Hé ! mon vieux camarade, il faut songer à soi,
Avant de se moquer des autres.
J'en connais de ces bons apôtres,
Qui se croient fort intelligents
En se gaussant des braves gens.
Ils sont mauvais railleurs, envieux du mérite,
Et cachent leurs défauts sous un air hypocrite.
Mais ce n'est pas à moi qu'on peut en imposer,
Et des êtres pareils il faut les mépriser... »
Il se fâchait. — Sosie observant le silence,
Apaisé par sa contenance,
Notre âne, aussitôt, s'attendrit,
Et, d'un accent plus doux, lui dit :
« Mon Dieu, regarde-toi toi-même,
Ainsi que te voilà dans ta misère extrême,
Un bât énorme sur les reins,
Traînant ton pauvre sort sur les quatre chemins.

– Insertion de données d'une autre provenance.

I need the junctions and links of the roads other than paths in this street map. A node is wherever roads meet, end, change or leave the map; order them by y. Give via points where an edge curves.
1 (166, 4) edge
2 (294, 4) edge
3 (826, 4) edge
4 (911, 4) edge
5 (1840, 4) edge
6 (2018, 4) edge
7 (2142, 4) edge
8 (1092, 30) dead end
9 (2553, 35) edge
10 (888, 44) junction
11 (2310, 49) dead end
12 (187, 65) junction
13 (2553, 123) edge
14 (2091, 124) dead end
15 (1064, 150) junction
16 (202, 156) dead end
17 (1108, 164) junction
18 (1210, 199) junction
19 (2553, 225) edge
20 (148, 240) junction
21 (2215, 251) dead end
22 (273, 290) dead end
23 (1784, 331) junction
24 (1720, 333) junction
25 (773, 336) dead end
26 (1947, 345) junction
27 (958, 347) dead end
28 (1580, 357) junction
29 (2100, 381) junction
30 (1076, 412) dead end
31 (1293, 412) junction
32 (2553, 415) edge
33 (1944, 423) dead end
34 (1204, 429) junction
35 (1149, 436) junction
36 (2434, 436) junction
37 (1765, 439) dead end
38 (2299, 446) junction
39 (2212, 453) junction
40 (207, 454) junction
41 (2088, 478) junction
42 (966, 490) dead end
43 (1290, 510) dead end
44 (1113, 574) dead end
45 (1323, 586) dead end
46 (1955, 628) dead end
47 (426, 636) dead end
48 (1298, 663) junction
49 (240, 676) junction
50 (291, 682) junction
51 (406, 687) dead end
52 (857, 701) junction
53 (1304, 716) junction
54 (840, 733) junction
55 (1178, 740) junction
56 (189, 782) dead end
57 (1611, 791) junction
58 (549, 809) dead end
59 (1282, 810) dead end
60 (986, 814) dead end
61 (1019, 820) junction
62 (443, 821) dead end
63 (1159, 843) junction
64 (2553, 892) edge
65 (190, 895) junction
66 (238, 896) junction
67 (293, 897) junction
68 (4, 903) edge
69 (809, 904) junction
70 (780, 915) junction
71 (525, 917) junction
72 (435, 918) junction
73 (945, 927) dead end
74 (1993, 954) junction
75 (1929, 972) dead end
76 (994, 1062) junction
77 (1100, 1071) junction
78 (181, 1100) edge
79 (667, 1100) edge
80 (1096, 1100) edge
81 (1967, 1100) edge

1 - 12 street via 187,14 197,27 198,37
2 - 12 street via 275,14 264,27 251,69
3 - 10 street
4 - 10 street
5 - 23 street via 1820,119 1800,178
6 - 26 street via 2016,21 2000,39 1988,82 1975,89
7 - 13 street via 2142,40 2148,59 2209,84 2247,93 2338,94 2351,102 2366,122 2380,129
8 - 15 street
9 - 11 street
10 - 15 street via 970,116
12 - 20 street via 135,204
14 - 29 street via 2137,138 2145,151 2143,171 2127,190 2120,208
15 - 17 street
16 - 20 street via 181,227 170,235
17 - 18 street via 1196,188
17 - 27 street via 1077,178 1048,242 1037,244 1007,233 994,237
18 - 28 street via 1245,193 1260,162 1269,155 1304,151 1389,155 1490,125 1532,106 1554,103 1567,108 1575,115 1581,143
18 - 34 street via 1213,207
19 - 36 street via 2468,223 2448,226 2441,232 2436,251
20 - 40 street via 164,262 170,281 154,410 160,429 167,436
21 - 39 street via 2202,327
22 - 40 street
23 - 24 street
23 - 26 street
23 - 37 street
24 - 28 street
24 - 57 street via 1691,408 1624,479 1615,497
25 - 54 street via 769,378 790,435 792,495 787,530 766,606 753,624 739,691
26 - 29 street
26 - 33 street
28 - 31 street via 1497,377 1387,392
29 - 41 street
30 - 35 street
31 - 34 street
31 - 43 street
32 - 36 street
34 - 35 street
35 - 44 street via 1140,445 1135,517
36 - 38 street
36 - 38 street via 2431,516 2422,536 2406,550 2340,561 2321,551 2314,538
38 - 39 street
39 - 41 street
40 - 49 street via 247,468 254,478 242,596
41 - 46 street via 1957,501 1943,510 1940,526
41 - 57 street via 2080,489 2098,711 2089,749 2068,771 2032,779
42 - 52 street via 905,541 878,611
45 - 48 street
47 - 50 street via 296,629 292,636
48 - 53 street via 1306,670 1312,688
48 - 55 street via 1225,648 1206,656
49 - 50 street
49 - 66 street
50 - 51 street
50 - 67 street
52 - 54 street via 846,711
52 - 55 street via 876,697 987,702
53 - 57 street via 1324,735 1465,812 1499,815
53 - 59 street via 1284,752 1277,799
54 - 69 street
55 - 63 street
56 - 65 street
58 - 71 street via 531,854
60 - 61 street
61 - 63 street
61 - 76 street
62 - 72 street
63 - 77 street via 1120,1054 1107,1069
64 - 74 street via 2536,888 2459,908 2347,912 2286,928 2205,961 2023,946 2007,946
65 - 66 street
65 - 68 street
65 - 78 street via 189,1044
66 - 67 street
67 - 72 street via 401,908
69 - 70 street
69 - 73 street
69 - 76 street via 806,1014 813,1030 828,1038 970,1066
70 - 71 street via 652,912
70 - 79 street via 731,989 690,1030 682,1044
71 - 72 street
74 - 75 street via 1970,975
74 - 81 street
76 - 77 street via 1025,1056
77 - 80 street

Les temps sont durs et l'herbe est rare,
Les coups ne manquent pas, mais le maître est avare
De son argent. Il boit, et sort du cabaret
La poche vide, avec regret ;
Sur ton dos tombe sa colère.
Ah ! Seigneur Dieu, quelle misère ! »
Par sa propre douleur il était absorbé,
Lorsque l'ânier, fatigué de l'attendre,
Sosie, en l'écoutant, semblait l'avoir gobé,
Lui cria brusquement:» Tune veux pas m'entendre ?
Trois fois j'ai crié hue !— Es-tu sourd, vieux gredin ? »
Et sur son pauvre dos s'abattit le gourdin...
Sosie est un autre nous-même
Qui nous suit, nous écoute et raisonne avec nous ;
Mais, faut-il recevoir des coups,
Adieu, Sosie. — Ils tombent tous
Sur le bon Nicodème.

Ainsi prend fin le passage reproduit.